─── Input material
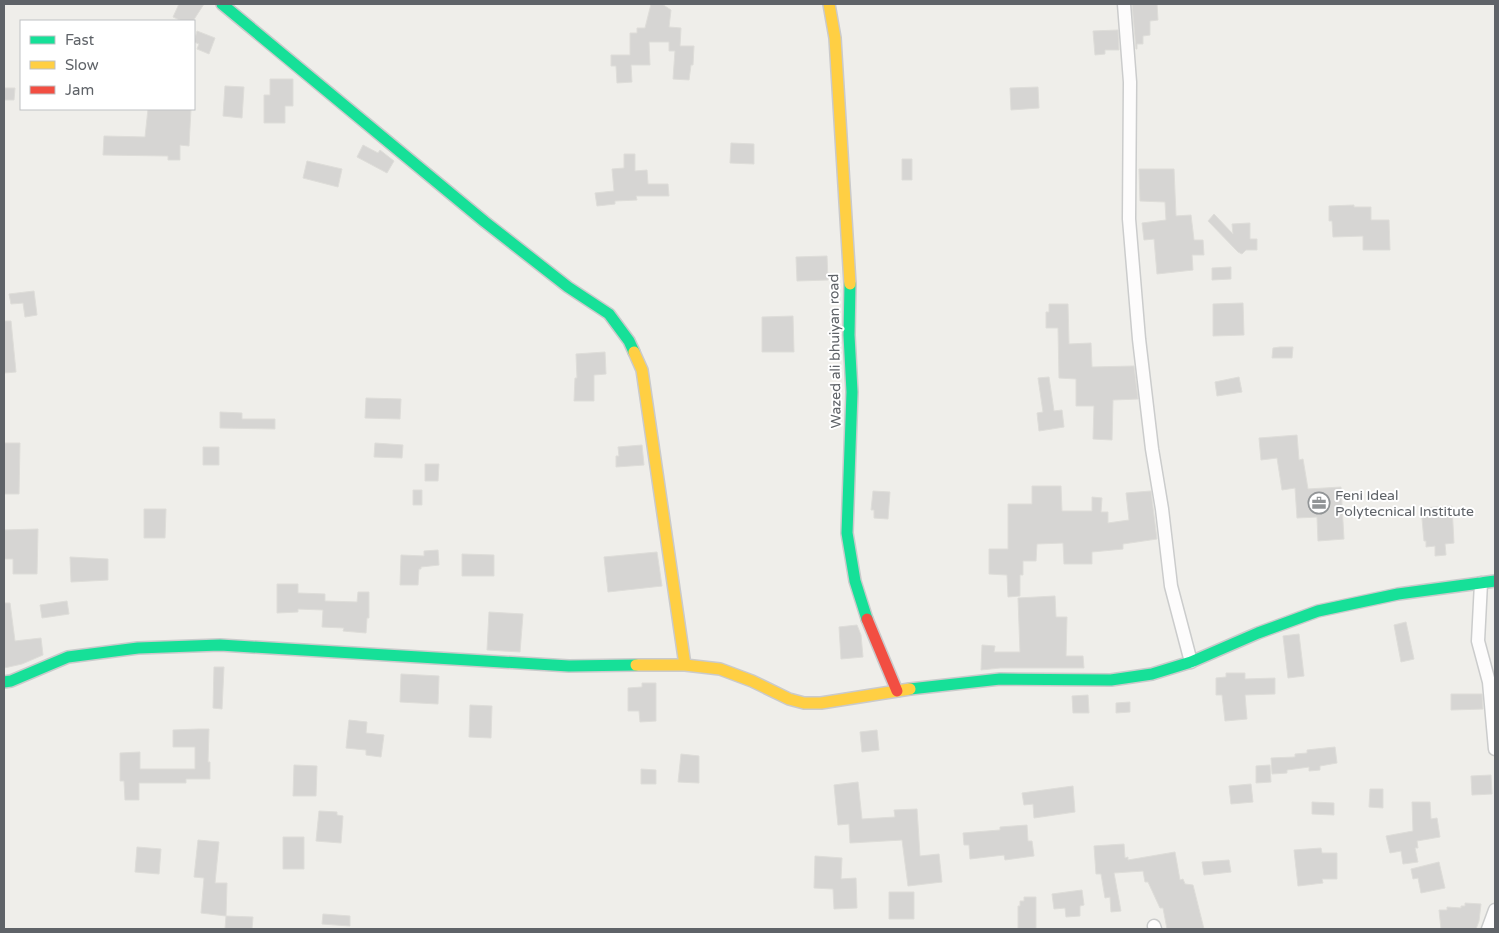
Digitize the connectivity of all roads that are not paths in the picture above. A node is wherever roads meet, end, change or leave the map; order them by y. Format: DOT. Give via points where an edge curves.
──────
─── Input material
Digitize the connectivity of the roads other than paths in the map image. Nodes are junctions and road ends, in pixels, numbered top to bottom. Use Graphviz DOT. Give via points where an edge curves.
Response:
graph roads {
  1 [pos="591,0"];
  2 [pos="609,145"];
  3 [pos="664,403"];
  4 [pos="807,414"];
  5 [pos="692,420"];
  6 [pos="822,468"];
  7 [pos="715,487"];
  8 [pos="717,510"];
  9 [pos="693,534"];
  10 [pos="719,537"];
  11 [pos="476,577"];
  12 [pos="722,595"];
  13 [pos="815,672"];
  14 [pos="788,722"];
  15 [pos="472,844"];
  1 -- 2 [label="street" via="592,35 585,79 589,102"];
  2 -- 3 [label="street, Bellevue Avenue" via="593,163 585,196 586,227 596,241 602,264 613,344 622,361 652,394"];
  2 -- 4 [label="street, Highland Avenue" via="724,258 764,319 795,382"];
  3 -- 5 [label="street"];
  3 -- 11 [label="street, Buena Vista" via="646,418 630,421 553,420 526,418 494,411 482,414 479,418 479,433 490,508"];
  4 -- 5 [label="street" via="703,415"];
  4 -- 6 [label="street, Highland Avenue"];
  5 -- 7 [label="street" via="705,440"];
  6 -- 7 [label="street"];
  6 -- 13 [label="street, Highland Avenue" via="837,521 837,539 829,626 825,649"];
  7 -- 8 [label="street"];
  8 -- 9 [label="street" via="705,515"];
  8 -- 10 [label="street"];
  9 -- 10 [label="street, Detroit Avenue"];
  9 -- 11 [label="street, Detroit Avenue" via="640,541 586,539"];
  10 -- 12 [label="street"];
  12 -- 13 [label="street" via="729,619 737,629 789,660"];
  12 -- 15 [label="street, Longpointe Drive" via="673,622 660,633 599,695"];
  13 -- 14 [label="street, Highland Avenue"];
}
──────
─── Input material
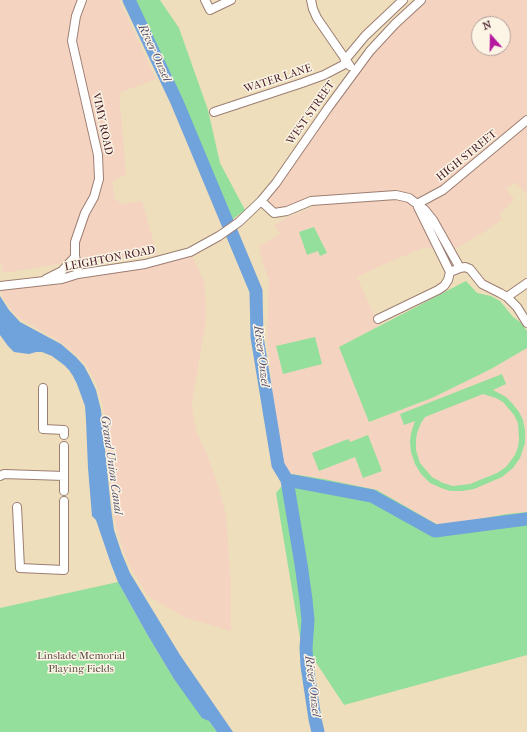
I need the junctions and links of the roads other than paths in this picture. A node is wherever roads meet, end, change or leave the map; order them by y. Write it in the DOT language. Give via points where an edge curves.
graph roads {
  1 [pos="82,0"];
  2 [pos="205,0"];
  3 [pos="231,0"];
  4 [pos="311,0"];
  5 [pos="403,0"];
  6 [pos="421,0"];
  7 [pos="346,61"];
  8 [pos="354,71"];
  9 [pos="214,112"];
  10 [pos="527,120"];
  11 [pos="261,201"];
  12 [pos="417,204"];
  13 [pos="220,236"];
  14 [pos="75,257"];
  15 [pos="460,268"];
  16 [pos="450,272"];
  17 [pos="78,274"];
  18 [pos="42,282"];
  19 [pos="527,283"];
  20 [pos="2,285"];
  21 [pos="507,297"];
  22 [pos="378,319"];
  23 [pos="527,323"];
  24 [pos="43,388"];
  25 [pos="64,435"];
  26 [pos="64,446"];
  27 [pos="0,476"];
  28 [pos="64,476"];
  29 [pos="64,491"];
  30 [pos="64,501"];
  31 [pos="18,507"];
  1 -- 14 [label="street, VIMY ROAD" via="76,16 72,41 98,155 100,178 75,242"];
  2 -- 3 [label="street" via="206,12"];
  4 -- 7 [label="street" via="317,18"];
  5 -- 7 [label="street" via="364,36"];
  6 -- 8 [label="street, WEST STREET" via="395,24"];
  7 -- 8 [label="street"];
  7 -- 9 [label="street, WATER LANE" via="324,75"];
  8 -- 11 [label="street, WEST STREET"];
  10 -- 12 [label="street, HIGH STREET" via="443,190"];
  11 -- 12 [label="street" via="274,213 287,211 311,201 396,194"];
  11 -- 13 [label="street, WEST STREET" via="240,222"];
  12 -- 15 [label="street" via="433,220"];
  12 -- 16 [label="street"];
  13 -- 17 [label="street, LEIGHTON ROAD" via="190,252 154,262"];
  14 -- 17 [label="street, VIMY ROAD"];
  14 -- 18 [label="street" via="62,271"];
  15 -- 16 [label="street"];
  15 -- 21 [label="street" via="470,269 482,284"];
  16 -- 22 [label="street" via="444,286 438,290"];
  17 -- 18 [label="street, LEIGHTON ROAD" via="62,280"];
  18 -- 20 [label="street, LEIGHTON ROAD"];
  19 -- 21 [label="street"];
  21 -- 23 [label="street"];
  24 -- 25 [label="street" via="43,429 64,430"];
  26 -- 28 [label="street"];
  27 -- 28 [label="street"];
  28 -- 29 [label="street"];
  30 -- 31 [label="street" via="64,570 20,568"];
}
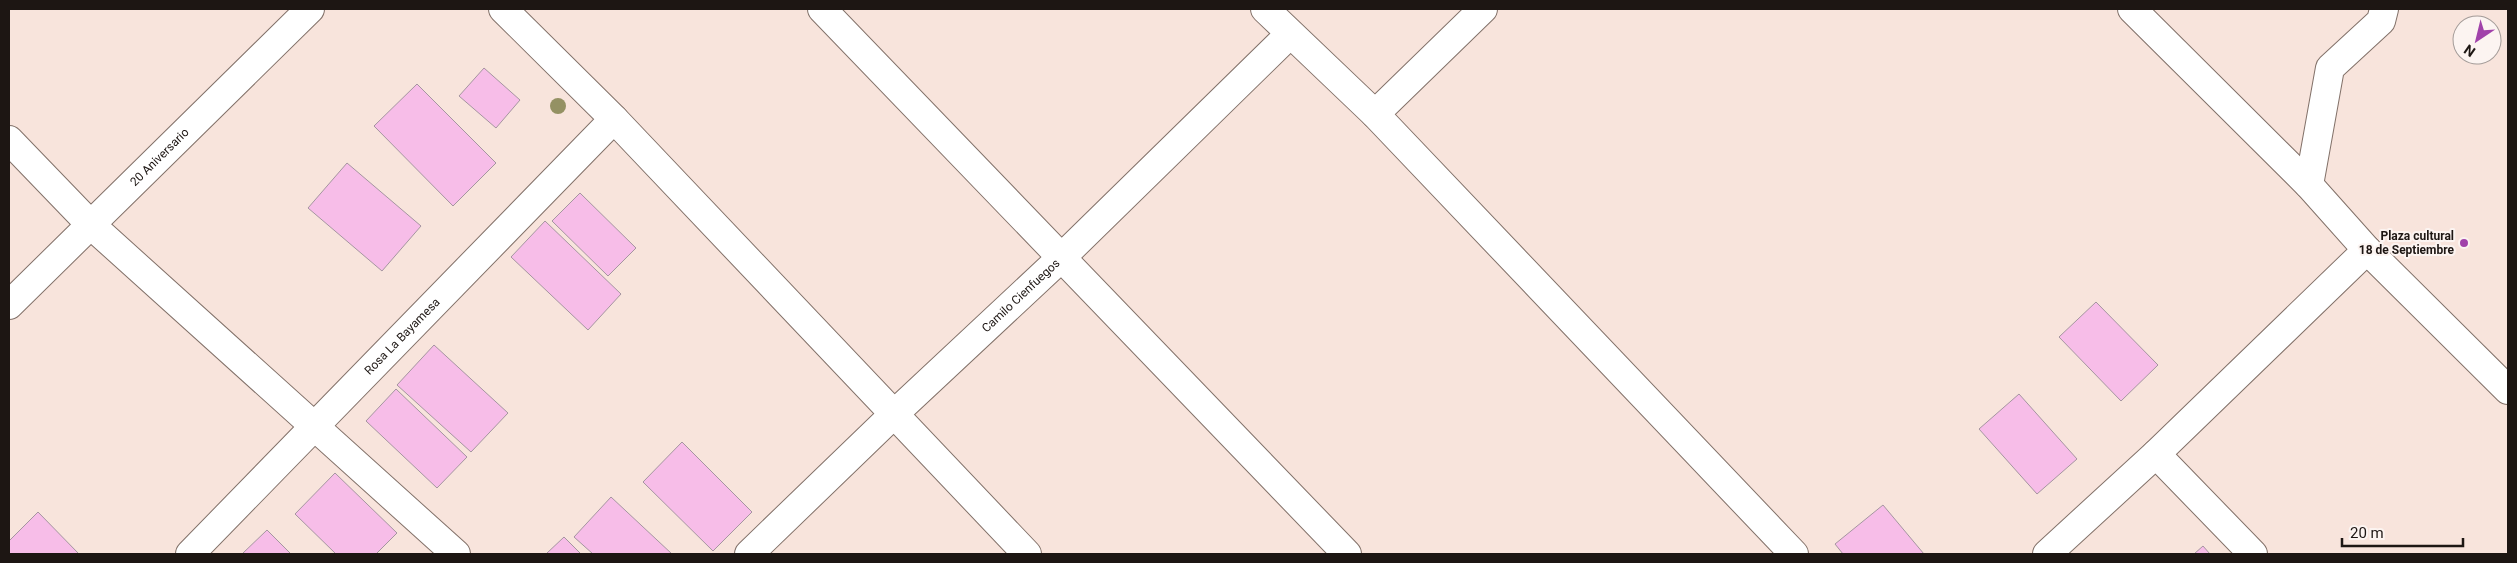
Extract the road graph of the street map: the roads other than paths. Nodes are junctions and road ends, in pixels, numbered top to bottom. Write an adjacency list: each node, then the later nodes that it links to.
──────
Exercise directions: Across all the records above, find each line with "that" in it and copy it.

Output:
Digitize the connectivity of all roads that are not paths in the picture above. A node is wherever roads meet, end, change or leave the map; order them by y. Format: DOT. Give via points where an edge curves.
Extract the road graph of the street map: the roads other than paths. Nodes are junctions and road ends, in pixels, numbered top to bottom. Write an adjacency list: each node, then the later nodes that it links to.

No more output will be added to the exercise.